▶ **What is needed**
Look through the listing below and report the lines that have the word "Jacob" in them.

── Entries provided

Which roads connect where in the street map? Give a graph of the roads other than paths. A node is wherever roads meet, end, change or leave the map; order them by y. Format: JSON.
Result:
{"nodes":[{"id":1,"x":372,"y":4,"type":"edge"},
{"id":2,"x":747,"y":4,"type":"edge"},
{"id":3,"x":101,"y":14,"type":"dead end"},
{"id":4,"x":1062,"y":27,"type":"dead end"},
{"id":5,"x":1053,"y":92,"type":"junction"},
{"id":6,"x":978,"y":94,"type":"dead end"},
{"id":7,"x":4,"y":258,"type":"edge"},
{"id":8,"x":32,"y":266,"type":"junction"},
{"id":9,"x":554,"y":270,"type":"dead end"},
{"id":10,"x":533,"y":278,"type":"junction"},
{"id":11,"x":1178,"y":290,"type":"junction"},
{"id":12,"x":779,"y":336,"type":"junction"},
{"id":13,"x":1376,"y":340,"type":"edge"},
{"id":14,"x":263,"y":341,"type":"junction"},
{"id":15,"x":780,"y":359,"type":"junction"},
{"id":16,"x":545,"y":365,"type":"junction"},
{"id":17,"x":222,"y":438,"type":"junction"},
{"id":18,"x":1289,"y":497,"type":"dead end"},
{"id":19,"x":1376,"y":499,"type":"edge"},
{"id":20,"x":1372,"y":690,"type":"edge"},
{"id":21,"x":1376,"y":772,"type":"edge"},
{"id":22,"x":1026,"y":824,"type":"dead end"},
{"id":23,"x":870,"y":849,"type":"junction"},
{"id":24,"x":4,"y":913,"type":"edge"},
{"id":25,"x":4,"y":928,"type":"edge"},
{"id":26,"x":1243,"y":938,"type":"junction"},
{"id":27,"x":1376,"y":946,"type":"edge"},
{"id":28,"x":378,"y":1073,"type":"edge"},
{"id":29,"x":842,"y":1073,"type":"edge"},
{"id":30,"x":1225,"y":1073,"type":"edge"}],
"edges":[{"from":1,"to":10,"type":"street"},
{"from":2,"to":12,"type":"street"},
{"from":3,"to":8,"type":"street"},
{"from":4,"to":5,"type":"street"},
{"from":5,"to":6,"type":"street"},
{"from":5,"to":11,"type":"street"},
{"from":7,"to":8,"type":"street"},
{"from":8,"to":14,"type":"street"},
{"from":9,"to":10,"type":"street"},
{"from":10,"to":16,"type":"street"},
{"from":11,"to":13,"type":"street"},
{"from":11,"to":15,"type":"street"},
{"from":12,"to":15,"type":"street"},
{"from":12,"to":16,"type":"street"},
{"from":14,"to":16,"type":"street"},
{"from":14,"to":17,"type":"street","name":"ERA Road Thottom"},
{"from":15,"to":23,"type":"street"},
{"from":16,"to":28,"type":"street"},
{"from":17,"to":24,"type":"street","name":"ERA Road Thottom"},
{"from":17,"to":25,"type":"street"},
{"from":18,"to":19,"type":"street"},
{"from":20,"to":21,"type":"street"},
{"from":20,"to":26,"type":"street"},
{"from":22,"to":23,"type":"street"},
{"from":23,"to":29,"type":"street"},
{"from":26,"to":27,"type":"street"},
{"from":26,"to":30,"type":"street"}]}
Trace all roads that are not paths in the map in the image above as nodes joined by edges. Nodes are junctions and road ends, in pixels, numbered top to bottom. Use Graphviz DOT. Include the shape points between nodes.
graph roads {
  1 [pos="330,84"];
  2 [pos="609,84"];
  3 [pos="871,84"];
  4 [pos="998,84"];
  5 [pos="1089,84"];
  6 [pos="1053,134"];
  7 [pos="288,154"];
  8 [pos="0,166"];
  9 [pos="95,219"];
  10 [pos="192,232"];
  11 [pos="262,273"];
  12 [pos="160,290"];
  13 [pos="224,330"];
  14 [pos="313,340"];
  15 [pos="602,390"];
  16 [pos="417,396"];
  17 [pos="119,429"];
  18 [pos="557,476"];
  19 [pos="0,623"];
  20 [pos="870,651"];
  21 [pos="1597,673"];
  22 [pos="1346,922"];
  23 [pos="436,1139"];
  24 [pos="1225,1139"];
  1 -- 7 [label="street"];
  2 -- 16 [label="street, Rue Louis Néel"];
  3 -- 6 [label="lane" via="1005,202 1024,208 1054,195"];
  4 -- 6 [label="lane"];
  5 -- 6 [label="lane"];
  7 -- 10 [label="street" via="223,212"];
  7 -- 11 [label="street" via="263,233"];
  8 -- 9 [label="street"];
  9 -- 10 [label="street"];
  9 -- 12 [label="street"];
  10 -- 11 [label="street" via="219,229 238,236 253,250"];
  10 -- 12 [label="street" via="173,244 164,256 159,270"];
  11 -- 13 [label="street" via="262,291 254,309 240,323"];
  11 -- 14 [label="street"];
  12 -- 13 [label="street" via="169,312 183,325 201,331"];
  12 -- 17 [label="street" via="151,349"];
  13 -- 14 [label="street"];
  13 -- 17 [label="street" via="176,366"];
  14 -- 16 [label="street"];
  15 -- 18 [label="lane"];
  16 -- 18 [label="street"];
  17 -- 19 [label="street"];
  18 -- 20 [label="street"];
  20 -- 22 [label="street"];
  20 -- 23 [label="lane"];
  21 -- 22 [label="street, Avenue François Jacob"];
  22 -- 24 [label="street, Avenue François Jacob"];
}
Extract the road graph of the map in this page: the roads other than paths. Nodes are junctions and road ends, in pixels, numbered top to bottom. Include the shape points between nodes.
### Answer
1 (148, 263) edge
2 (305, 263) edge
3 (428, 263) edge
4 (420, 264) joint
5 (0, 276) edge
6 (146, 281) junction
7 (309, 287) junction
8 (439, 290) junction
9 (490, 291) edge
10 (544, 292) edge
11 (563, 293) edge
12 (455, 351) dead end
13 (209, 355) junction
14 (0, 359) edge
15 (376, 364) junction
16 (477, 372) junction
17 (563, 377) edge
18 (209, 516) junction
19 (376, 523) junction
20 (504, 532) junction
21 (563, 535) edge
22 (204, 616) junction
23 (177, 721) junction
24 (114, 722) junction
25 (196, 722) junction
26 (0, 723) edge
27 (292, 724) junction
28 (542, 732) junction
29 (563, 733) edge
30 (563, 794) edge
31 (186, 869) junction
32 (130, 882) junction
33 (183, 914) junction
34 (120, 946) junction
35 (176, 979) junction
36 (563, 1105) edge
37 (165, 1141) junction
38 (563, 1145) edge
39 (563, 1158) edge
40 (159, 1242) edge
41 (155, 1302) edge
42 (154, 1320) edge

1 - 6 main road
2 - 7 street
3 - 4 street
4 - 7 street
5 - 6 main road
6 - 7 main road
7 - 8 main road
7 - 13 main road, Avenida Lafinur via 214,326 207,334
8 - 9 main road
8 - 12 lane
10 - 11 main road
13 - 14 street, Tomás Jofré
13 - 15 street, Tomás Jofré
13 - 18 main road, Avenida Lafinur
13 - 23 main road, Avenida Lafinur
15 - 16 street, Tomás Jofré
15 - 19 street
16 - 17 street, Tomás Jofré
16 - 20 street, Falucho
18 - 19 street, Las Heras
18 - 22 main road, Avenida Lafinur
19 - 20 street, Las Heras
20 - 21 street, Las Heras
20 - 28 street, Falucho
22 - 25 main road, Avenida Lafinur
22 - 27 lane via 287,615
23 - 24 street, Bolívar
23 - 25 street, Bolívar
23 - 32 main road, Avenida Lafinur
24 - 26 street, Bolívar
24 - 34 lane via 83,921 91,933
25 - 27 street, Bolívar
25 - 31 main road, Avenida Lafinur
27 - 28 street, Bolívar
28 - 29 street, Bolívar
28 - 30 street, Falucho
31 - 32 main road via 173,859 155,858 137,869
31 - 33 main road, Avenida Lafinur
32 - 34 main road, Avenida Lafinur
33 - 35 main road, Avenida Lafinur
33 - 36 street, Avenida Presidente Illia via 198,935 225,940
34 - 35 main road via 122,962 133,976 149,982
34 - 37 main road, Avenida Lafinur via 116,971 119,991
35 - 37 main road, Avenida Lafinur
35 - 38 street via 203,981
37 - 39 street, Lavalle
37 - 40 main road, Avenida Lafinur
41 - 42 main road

────

▶ **Output for this exercise**
  21 -- 22 [label="street, Avenue François Jacob"];
  22 -- 24 [label="street, Avenue François Jacob"];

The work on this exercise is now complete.